→ Material for this task:

━━━━

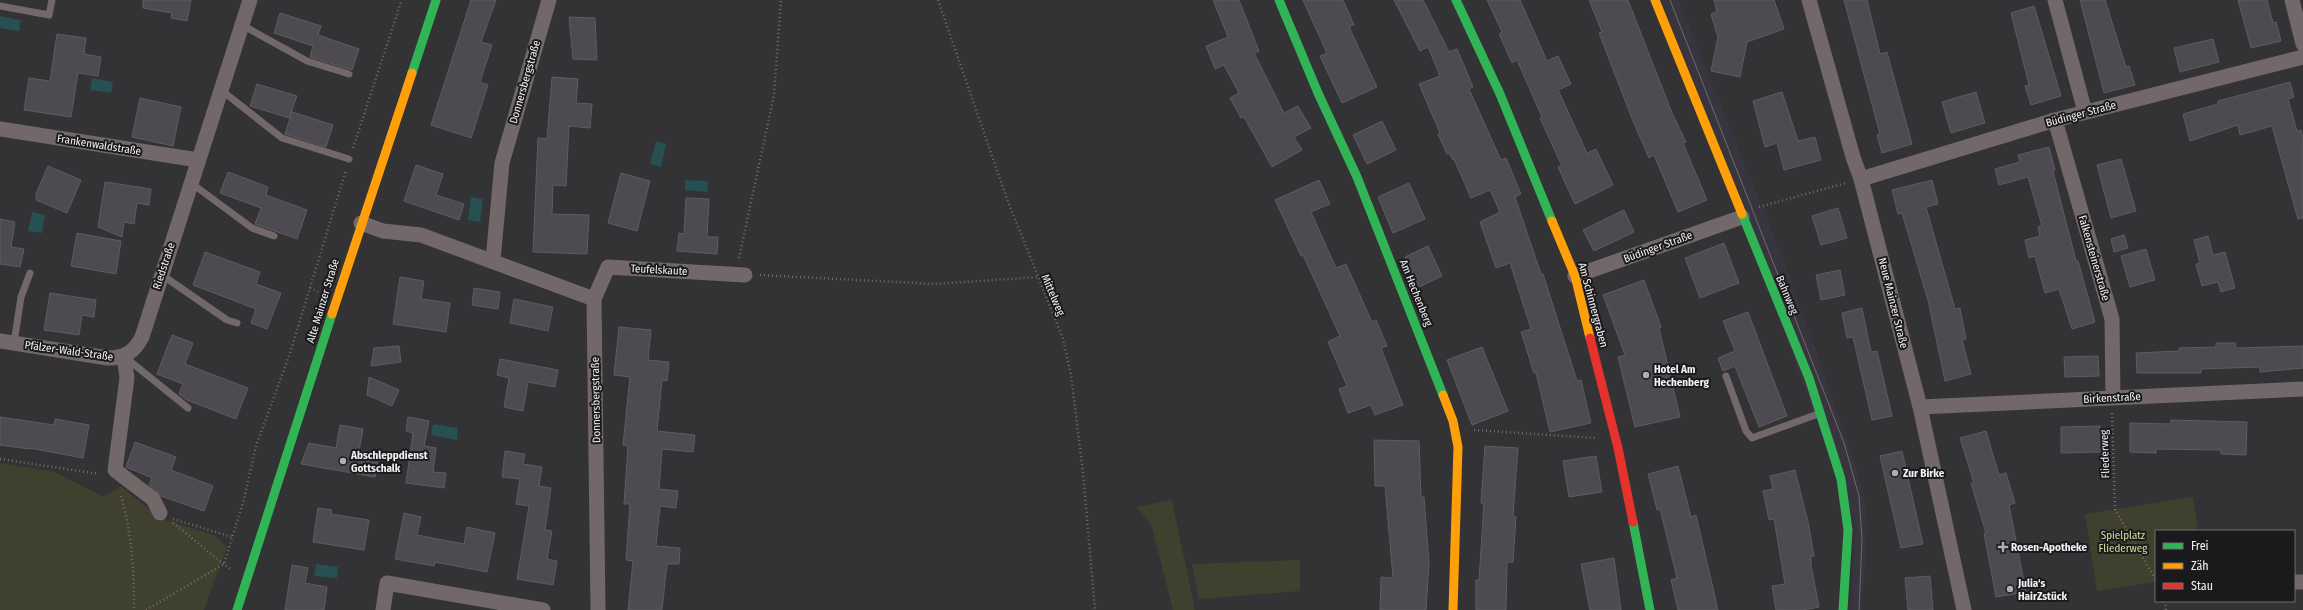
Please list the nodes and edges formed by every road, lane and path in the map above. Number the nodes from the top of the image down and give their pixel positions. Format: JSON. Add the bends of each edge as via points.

━━━━

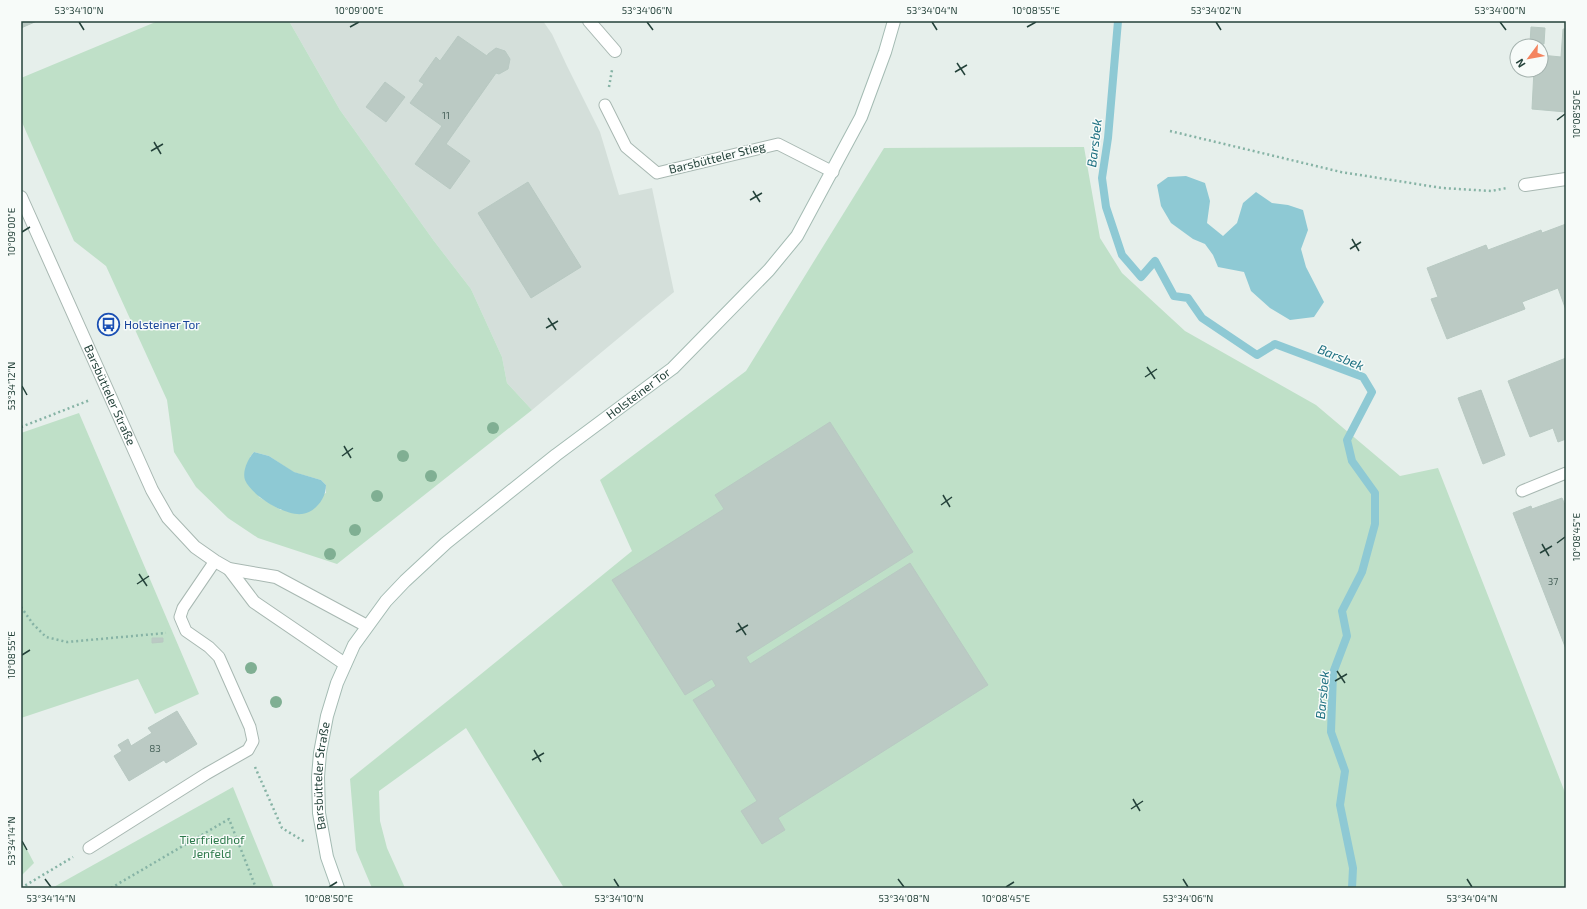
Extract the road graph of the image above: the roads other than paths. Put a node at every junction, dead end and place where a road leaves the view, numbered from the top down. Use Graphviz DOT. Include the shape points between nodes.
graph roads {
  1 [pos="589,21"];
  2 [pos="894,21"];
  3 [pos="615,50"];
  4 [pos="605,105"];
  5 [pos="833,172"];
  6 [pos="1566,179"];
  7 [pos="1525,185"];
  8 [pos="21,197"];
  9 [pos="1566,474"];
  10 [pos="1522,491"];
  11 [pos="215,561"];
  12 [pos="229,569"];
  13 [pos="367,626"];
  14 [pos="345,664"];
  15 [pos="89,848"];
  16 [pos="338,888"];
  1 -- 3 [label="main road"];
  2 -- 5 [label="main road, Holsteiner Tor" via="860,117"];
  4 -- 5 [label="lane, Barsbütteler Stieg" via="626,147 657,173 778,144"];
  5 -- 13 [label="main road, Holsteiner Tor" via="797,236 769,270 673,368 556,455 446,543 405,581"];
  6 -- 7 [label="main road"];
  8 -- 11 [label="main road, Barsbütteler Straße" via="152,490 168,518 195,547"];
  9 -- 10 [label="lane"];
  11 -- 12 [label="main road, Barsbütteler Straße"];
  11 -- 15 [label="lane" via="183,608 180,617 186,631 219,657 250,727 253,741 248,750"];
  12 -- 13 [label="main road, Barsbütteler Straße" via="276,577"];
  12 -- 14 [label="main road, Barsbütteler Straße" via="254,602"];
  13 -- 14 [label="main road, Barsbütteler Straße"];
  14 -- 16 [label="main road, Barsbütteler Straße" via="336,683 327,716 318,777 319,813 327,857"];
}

━━━━

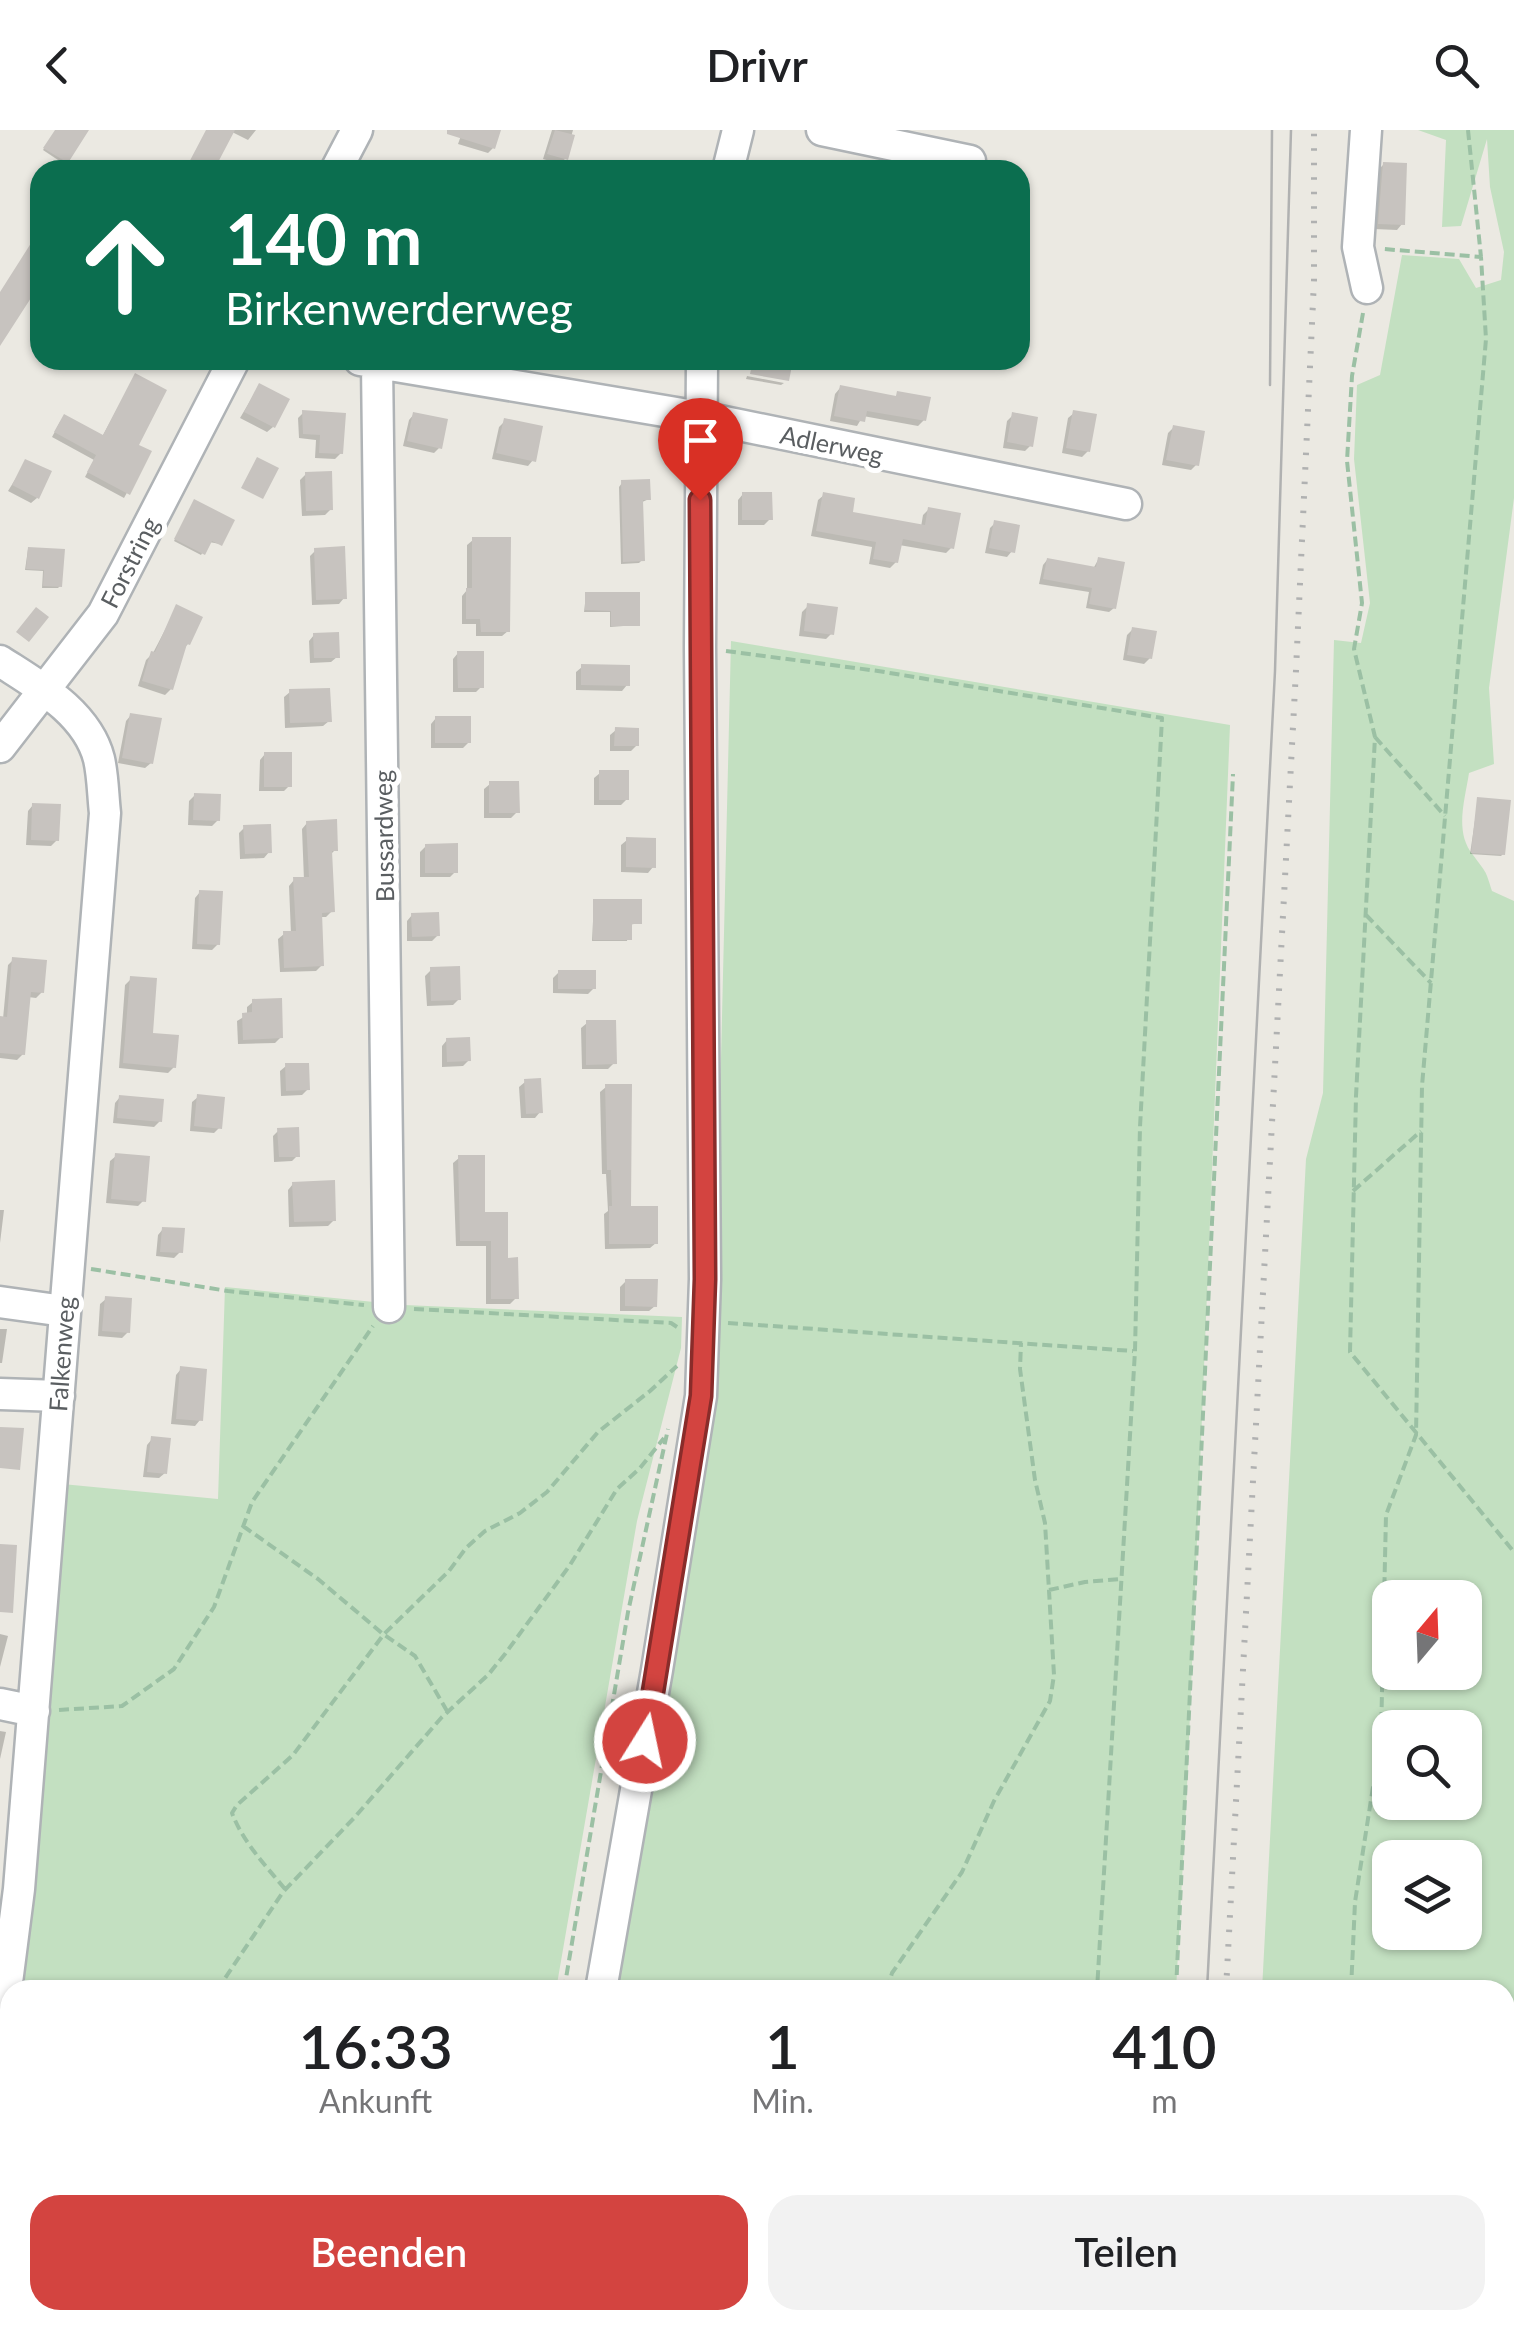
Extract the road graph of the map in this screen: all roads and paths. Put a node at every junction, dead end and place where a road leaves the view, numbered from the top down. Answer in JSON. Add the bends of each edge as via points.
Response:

━━━━

→ What to do: If a line in the records above contains "each", copy that line.

→ Response area:
Please list the nodes and edges formed by every road, lane and path in the map above. Number the nodes from the top of the image down and give their pixel positions. Format: JSON. Add the bends of each edge as via points.
Extract the road graph of the map in this screen: all roads and paths. Put a node at every junction, dead end and place where a road leaves the view, numbered from the top down. Answer in JSON. Add the bends of each edge as via points.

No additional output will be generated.